Scientists have developed a new, more efficient method for converting one type of human cell into another type of human cell for use in disease modeling, cell transplants, and gene therapies.


Marjorie Hecht
Apr 29, 2021

Scientists have developed a new, more efficient method for converting one type of human cell into another type of human cell for use in disease modeling, cell transplants, and gene therapies.

The computer-guided design tool – known as IRENE, for Integrative Gene REgulatory NEtwork – was created by an international team of researchers to help identify which genes confer cellular identify and need to be manipulated for efficient conversion.

The new design tool integrates many kinds of cellular data to recreate a specific gene regulatory network for the cell type (e.g. immune cells or skin cells). Once the gene regulatory model is built, different simulations of gene manipulation can be run. The simulation that transforms the initial cell to look most similar to the target cell type can then be tried experimentally. A transposon-based system called "piggyBac" is being used to do the experimental part.

Current methods of cell type conversion that will most successfully convert to another type are unreliable technologies. Researchers typically over-express certain genes to obtain the desired type, but this method has proven inefficient. 

The research group set out to find a way to optimize the conversion process. 

The researchers demonstrated their technique on three types of cells used for medical applications: human mammary epithelial cells for replacement after surgery, melanocytes to replace damaged skin cells and natural killer cells used after chemotherapy for leukemia.

They successfully increased the efficiency up to nine-fold for two currently used conversion protocols for natural killer cells and melanocytes. The researchers also increased the efficiency for producing mammary epithelial cells from gene-corrected, patient-derived, induced pluripotent stem cells.

The work appears in the March 12 journal Nature Communications.

As advanced cell transplant therapies and gene therapies become more widely used for disease treatment, the low efficiency of producing appropriate cells presents a "major obstacle," the researchers state.

Author George M. Church told Current Science Daily that the current "low efficiency can mean contamination with unwanted starting material or side-products, and slow and/or costly clean-up." 

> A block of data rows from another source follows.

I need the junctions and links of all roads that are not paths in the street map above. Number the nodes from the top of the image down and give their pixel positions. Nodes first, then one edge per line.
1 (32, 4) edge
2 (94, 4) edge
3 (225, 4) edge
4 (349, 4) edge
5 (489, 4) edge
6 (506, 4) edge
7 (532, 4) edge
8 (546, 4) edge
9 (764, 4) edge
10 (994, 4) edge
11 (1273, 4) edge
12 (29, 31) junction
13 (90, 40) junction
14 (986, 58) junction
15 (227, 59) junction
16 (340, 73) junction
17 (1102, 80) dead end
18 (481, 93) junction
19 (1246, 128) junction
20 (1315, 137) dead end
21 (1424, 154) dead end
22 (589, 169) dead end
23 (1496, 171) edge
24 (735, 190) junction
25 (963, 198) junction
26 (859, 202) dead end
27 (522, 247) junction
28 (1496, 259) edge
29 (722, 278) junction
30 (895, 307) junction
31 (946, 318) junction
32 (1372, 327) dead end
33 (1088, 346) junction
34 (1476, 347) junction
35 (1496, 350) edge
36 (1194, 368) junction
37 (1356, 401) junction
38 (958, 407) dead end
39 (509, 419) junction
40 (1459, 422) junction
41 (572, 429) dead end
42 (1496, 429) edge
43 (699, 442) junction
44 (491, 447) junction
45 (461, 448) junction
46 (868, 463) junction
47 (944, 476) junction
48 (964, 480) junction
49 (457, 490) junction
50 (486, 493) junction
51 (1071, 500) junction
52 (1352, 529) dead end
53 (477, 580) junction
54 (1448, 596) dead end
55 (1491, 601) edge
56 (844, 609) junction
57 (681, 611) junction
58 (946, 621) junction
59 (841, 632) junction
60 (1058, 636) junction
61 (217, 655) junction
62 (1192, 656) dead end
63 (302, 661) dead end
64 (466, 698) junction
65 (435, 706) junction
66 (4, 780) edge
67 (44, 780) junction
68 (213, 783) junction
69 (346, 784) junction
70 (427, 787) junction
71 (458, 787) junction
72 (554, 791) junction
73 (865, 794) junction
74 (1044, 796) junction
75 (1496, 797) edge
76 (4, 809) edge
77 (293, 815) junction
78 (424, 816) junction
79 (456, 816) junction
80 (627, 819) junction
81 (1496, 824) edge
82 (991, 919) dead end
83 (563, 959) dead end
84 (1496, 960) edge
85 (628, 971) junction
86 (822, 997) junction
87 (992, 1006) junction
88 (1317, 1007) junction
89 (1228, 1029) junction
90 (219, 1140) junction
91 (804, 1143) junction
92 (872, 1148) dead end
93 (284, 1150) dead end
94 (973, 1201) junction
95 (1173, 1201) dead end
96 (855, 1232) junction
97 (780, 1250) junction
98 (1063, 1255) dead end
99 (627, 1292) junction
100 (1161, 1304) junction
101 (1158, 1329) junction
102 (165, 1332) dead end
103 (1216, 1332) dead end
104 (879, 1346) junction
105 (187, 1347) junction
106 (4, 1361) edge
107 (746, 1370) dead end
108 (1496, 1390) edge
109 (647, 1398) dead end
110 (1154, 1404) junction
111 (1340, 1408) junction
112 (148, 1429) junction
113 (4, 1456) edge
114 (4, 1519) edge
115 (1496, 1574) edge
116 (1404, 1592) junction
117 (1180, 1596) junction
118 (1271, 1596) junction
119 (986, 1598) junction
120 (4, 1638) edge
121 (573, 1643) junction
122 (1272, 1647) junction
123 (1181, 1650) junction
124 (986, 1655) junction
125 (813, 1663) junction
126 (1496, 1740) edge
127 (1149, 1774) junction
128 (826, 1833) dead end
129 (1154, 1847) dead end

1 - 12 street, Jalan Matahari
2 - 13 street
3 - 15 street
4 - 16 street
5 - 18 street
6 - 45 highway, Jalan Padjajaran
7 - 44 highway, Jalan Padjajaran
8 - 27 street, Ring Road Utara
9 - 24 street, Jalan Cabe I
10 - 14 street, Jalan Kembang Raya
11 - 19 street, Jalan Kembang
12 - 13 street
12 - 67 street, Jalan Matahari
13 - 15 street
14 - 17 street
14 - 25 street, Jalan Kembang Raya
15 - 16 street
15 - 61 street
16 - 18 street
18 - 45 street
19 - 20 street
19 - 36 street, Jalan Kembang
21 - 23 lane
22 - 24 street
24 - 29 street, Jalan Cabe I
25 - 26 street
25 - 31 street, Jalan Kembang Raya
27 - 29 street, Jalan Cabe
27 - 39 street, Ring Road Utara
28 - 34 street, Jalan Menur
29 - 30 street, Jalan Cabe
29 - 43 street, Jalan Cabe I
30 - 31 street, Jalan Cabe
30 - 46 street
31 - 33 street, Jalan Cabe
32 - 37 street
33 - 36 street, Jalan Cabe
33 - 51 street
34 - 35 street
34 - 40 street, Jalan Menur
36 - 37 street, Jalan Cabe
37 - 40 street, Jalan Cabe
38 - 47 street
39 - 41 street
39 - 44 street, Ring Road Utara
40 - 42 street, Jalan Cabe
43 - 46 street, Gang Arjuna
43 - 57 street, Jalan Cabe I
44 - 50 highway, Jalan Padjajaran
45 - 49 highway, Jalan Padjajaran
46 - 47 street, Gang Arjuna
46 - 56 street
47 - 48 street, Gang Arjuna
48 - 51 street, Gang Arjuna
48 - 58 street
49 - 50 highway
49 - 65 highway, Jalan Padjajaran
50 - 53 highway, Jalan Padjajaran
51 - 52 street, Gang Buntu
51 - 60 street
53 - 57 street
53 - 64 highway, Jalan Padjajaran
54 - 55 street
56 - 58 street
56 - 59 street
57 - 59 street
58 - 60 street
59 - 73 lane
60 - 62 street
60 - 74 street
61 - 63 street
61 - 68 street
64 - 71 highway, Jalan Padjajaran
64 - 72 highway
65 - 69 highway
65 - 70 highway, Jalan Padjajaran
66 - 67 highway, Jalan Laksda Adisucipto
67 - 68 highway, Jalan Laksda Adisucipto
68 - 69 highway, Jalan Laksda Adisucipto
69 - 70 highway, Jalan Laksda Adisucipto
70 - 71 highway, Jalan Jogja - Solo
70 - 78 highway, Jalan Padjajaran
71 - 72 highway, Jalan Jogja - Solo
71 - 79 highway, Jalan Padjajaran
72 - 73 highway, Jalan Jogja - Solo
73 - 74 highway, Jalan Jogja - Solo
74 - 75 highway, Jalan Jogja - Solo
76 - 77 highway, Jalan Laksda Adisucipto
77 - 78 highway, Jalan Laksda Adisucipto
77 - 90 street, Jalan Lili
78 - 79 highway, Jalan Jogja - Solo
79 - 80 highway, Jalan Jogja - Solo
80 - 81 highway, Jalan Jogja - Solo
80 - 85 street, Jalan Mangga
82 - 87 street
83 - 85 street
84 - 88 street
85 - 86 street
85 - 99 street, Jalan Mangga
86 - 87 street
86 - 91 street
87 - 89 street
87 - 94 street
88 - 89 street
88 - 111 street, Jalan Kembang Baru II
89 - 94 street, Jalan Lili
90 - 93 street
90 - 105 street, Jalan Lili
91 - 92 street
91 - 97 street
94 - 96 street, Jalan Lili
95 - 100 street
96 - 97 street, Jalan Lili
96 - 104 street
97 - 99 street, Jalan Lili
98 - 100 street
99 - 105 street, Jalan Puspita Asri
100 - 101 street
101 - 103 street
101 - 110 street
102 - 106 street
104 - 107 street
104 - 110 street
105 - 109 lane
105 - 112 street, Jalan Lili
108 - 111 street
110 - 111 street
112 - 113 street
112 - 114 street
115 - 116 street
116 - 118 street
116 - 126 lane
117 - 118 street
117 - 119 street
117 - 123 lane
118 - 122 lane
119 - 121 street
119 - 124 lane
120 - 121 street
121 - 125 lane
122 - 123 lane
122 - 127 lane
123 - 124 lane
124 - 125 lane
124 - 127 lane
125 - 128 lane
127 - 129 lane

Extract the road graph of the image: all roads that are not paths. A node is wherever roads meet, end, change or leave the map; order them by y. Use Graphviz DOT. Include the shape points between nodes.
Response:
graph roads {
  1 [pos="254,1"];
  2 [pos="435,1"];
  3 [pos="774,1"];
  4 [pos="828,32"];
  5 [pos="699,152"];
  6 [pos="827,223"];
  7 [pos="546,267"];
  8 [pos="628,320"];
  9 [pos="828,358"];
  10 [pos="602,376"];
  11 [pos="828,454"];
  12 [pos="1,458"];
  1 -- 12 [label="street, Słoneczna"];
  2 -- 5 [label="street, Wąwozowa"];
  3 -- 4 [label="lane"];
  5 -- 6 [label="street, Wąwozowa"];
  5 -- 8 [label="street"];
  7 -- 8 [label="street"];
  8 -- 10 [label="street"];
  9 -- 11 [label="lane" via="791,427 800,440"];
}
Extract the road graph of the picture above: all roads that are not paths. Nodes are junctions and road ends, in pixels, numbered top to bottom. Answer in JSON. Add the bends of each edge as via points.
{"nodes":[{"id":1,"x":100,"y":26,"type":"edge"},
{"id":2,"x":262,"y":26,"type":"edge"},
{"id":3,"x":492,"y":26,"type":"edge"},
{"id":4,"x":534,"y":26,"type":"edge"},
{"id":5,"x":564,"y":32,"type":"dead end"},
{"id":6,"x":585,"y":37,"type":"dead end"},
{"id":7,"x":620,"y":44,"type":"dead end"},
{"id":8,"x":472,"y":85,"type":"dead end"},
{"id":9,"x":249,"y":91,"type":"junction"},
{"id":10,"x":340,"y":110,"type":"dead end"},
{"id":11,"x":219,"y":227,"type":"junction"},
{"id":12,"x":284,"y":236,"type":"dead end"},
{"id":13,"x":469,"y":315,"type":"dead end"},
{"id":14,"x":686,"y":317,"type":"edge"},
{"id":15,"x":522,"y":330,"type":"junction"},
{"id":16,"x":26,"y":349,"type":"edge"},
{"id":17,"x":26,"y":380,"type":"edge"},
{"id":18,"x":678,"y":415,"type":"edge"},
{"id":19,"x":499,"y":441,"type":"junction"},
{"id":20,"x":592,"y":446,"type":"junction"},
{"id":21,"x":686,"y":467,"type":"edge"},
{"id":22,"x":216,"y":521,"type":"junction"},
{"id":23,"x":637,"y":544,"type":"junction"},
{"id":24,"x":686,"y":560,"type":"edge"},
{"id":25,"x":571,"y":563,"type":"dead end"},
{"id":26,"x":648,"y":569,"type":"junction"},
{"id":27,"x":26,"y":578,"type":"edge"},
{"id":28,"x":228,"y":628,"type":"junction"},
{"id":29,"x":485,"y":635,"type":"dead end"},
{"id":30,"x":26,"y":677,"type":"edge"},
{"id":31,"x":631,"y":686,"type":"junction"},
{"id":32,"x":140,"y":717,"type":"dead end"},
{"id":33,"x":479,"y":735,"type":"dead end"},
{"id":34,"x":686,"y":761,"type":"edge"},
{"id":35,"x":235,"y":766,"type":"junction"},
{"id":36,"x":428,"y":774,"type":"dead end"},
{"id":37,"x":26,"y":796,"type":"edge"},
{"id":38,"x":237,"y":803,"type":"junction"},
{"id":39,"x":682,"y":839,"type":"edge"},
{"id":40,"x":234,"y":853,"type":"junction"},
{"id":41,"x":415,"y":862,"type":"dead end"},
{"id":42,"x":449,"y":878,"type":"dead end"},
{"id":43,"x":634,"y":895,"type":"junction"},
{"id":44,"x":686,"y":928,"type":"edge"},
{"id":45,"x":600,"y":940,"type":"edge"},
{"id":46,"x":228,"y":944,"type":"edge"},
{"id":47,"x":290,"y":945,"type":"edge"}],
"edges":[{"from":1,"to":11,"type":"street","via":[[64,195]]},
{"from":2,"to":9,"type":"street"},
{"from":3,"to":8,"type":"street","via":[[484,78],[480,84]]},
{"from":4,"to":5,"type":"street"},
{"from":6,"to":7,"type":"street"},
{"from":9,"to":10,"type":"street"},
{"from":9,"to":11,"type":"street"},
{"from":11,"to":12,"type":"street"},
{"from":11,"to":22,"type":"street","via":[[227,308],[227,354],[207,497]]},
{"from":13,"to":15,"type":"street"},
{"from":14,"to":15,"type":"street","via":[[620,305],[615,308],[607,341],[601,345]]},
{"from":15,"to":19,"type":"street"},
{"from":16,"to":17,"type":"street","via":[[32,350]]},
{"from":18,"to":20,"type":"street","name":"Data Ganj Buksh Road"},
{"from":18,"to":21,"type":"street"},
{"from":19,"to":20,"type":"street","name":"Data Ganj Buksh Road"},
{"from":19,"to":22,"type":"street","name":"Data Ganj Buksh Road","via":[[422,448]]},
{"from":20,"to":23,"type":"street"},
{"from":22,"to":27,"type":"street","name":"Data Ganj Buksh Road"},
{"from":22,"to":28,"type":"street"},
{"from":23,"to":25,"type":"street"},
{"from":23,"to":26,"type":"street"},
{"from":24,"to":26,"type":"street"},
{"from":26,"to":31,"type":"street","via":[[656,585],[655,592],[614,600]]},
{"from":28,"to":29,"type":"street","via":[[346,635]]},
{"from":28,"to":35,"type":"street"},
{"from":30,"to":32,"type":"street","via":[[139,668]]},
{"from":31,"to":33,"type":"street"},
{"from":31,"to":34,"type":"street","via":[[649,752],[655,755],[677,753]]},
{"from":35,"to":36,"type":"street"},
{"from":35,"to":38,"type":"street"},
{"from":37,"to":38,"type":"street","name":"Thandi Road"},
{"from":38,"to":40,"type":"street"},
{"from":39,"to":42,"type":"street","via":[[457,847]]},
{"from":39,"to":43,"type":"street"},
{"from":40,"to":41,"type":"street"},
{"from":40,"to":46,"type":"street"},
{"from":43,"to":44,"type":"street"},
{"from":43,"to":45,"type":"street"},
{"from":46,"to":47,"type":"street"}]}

Church is at The Wyss Institute for Biologically Inspired Engineering and the Department of Genetics at Harvard Medical School in Boston.

IRENE "systematically integrates gene expression, histone modification, chromatin accessibility," and other genetic data to reconstruct the gene regulatory network for a particular cell type. 

With this information, IRENE computes conversion simulations that identify which genes, when over-expressed, would maximize cellular identity parameters to that of the target cells.

"IRENE helps us prioritize genetic 'factors' which regulate the state of the cells (the kind of cells, e.g. immune cells or skin cells which make pigment)," Church said.

The new computer-guided design tool also makes use of a transposon-based genomic integration system, piggyBAC™ to further increase efficiency. 

"We find that the "piggyBac transposase" method overcomes limitations of viral vector gene delivery--100,000 base pairs rather than 4,700 base pair payloads and much higher copy number (expression of the payload)," Church said.